# How far should one stretch Theraband Gold, and . . . . .?



## mike160304 (Aug 10, 2018)

For long life, and for best safety, is there a limit to how far one should stretch Theraband Gold?

And to calculate band length for a new build, does one start with the desired draw length and divide by the stretch factor,

e.g. desired draw length 18" divided by stretch factor 3 = net band length 6" ?

Regards,

Mike


----------



## STO (Mar 2, 2018)

5x elongation, give or take.


----------



## Henry the Hermit (Jun 2, 2010)

For maximum power stretch to 600+% or until the bands bottom out. This, of course, decreases band life dramatically. 300% stretch is not nearly enough. Most use 500%.


----------



## JPD-Madrid (Apr 2, 2013)

You can have a look at below picture. Just use maximumn elongation -1 or 1.5 as you prefer.


----------



## mike160304 (Aug 10, 2018)

STO said:


> 5x elongation, give or take.


Thanks, that helps.

Mike


----------



## mike160304 (Aug 10, 2018)

Henry the Hermit said:


> For maximum power stretch to 600+% or until the bands bottom out. This, of course, decreases band life dramatically. 300% stretch is not nearly enough. Most use 500%.

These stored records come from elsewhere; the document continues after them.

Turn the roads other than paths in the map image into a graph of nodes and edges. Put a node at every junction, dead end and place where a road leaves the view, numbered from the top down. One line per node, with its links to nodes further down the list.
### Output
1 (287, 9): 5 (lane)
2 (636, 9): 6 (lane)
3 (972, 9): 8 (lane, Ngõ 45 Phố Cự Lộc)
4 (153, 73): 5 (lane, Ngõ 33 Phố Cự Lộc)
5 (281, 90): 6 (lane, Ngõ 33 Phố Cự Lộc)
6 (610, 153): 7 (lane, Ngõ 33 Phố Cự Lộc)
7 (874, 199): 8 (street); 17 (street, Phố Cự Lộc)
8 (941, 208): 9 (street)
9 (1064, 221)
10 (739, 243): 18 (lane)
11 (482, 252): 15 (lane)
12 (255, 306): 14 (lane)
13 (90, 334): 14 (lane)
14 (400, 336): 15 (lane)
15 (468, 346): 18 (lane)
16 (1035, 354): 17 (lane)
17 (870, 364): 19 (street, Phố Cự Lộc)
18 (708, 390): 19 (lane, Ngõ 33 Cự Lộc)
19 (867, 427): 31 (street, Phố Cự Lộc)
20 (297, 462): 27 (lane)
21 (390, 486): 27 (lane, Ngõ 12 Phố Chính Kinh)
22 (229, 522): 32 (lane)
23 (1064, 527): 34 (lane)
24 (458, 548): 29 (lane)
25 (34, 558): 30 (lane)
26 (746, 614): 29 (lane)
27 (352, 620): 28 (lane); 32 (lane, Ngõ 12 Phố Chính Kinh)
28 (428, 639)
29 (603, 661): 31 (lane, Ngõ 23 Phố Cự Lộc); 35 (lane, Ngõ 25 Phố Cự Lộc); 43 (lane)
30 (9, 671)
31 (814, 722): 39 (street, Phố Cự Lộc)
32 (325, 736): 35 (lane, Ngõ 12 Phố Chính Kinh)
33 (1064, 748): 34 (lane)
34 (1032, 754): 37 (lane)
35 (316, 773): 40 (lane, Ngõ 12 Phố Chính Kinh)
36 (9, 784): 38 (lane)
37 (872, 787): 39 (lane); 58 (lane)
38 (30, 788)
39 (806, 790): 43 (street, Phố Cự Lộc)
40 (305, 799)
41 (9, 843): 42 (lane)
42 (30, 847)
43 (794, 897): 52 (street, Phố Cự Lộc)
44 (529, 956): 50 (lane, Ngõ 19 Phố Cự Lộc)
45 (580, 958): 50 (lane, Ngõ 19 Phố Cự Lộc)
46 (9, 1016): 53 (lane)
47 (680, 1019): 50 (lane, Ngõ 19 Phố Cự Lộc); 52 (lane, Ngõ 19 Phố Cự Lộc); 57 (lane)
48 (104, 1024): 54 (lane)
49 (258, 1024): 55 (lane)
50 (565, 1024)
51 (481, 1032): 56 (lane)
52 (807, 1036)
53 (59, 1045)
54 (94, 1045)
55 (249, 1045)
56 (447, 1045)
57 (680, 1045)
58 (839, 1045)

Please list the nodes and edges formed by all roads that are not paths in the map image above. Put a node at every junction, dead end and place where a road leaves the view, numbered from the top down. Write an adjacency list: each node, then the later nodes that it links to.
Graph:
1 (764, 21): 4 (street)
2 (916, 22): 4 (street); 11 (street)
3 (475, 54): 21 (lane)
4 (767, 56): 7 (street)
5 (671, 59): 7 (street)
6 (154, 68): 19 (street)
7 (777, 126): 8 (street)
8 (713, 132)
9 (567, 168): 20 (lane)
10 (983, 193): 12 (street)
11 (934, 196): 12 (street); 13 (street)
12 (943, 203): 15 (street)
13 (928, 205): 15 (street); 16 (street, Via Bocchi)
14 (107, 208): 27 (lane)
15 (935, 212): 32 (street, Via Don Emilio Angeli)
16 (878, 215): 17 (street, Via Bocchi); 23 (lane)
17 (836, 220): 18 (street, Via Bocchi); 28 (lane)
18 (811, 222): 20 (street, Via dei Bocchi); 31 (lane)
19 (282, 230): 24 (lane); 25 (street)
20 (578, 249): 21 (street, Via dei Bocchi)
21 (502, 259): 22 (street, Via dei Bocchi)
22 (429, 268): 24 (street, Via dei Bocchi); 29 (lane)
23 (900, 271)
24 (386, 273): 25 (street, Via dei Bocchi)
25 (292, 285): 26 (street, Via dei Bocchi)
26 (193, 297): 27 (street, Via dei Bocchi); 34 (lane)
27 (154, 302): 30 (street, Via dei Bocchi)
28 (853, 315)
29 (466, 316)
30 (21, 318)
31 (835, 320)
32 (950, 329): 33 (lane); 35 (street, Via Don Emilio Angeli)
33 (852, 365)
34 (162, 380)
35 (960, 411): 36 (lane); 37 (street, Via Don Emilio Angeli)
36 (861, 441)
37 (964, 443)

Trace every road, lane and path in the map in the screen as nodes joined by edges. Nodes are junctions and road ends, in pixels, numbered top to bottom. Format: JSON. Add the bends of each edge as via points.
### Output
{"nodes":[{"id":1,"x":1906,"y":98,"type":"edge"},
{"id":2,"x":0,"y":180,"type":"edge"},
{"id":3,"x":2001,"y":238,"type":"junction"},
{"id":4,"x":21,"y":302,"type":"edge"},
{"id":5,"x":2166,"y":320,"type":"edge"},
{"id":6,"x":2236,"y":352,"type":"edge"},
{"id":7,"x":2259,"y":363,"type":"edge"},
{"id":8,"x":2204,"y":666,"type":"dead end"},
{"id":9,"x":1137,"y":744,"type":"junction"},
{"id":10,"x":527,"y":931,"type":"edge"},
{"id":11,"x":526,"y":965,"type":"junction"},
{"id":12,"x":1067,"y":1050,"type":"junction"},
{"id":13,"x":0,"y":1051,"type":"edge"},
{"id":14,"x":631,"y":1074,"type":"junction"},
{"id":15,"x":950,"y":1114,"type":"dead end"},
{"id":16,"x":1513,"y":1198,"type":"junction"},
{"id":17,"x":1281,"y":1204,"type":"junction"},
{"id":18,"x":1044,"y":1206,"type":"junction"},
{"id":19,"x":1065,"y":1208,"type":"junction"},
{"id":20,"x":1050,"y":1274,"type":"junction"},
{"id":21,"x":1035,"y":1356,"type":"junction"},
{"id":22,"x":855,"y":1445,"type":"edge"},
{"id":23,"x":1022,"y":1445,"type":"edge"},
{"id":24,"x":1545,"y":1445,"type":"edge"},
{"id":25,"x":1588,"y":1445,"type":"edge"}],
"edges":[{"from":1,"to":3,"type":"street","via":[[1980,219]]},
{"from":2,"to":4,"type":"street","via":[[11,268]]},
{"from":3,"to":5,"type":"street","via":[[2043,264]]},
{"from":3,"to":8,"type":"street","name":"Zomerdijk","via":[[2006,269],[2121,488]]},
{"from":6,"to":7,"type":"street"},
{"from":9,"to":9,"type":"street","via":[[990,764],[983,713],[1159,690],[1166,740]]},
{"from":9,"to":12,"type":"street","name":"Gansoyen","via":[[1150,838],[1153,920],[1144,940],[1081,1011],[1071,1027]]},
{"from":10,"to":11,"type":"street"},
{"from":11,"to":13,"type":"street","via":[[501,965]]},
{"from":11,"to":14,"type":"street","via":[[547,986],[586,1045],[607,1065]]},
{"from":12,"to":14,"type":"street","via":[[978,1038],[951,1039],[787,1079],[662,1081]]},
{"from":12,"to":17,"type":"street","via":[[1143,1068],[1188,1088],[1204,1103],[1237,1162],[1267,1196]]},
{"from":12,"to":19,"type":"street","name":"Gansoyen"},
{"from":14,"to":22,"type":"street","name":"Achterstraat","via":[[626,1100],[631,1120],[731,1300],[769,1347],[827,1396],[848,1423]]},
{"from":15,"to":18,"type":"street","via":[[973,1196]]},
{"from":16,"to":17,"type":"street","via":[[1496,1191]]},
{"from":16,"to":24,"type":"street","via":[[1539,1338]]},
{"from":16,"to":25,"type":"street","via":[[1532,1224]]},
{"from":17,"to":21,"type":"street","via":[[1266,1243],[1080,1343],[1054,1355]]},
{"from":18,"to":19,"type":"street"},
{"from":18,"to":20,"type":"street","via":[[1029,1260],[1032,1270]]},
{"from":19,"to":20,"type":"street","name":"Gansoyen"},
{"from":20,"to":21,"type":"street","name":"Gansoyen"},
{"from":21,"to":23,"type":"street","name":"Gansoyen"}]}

Thanks, I'll try around 4-5x and see how it goes.

Mike


----------



## mike160304 (Aug 10, 2018)

JPD-Madrid said:


> You can have a look at below picture. Just use maximumn elongation -1 or 1.5 as you prefer.


Thanks, that is very helpful.

Mike


----------



## mike160304 (Aug 10, 2018)

JPD-Madrid said:


> You can have a look at below picture. Just use maximumn elongation -1 or 1.5 as you prefer.


Thanks, that is very helpful.

Mike


----------